Ng’s breakout role was in the wuxia show Chor Lau-heung (1979) based on the Chu Liuxiang novel series by Taiwanese writer Gu Long. Despite his growing fame and wealth, Ng succumbed to a ruinous gambling habit, and TVB cut back on his appearances in the early 1980s. With gambling debts touching HK$300,000 (nearly $40,000), Ng turned to his old classmate Chow Yun-fat for help, but he turned him down, leading to a fallout between the friends and Ng declaring bankruptcy. In interviews Ng gave years later, he revealed that Chow Yun-fat had declined to help as it would not have stopped his gambling habit, and the two reconciled.
After resuming his career and repairing his finances and reputation, Ng worked solidly from the mid-1980s onward. His first collaboration with Stephen Chow came in the 1989 TVB series The Final Combat and was followed by the comedy film All for the Winner. Ng was given the nickname “Uncle Tat” by the Hong Kong public after playing Chow’s uncle in All for the Winner and in the Fight Back to School films of the early 1990s. He continued to be cast as a comic sidekick usually in the guise of an uncle character in Chow’s films.

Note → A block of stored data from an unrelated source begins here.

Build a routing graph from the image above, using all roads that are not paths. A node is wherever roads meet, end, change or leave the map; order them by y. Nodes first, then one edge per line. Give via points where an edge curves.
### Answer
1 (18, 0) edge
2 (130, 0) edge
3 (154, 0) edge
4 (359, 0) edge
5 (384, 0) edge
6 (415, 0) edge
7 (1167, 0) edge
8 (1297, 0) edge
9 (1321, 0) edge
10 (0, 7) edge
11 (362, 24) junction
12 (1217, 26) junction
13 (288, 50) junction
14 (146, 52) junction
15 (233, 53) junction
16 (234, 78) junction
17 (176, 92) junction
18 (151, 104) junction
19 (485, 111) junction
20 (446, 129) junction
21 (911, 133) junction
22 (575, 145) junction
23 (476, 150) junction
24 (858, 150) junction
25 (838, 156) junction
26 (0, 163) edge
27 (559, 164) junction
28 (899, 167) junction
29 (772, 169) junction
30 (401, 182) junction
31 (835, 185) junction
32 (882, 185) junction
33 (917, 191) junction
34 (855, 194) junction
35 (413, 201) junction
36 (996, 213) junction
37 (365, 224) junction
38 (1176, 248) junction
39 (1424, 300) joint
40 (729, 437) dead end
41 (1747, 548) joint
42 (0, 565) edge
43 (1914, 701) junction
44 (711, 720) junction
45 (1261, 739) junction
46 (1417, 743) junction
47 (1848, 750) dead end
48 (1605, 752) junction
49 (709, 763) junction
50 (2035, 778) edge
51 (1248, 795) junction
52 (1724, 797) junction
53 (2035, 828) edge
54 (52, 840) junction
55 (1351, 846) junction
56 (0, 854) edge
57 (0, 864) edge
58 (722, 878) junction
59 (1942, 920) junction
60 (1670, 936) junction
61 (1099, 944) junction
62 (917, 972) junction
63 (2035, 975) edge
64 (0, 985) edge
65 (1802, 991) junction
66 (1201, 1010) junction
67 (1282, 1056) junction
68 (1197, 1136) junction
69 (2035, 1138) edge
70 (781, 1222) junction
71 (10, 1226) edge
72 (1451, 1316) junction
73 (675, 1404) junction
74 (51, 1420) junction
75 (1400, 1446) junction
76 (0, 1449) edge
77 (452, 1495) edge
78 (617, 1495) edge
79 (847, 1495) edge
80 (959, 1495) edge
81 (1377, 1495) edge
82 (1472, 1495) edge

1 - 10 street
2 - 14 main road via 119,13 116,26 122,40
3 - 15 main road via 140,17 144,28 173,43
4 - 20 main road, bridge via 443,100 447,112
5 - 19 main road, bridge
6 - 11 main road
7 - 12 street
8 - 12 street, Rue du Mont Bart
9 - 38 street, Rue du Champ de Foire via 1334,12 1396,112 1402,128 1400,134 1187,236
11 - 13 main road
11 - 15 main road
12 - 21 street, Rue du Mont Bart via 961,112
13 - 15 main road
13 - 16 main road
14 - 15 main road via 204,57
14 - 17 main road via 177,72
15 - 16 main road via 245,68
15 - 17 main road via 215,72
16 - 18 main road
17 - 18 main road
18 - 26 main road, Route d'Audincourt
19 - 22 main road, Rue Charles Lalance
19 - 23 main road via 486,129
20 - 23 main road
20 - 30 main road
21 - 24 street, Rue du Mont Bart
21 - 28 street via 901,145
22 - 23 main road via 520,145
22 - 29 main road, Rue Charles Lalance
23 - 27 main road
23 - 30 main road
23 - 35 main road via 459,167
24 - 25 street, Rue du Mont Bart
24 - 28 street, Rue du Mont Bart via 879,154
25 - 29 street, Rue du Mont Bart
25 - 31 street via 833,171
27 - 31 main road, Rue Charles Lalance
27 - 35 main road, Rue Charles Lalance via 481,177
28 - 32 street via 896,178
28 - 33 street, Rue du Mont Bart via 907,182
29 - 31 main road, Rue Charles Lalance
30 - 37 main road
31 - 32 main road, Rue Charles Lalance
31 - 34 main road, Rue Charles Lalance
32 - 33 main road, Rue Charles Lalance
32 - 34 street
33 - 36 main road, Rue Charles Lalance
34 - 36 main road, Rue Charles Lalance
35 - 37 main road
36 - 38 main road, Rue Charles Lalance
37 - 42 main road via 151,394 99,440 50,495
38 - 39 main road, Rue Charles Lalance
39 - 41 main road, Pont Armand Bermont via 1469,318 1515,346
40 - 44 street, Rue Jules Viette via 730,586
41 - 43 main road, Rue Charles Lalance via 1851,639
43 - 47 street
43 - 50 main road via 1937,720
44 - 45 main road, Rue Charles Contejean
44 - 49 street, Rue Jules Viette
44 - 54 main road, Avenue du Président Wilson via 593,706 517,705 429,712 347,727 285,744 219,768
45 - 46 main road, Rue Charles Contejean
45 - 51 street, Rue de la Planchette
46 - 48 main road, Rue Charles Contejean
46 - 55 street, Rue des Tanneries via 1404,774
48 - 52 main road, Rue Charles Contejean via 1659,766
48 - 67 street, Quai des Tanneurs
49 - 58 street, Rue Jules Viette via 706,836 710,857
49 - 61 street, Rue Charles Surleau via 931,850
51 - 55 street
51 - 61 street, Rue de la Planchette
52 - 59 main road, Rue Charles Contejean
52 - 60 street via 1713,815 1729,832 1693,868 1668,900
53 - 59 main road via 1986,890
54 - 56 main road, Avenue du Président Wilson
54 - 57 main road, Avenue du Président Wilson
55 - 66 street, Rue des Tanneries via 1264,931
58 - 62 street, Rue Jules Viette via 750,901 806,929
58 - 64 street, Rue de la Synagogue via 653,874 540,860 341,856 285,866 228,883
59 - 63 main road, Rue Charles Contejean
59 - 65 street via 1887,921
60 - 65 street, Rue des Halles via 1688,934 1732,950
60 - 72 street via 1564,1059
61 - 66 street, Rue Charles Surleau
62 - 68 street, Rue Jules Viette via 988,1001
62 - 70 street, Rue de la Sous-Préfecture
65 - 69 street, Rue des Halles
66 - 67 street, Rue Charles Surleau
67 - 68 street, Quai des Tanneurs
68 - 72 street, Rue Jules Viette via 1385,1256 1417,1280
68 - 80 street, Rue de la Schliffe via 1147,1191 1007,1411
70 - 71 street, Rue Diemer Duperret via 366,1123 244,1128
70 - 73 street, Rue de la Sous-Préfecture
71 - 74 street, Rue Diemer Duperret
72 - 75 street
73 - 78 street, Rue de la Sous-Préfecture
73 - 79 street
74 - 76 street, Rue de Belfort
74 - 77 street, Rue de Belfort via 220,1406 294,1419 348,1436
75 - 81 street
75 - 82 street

Ng and Chow also worked together on King of Comedy, The Chinese Odyssey films, Sixty Million Dollar Man, The Mad Monk, Hail the Judge, The God of Cookery and many others. Their last film together was the global hit Shaolin Soccer, in which Ng played “Golden Leg” Fung, a disgraced and crippled former soccer star.
In more recent years, Ng became a firm favorite with audiences in China and starred in a number of Mainland productions. Most notably, he played the heroic Han Zi’ang in Frant Gwo’s $700 million-grosser The Wandering Earth (2019).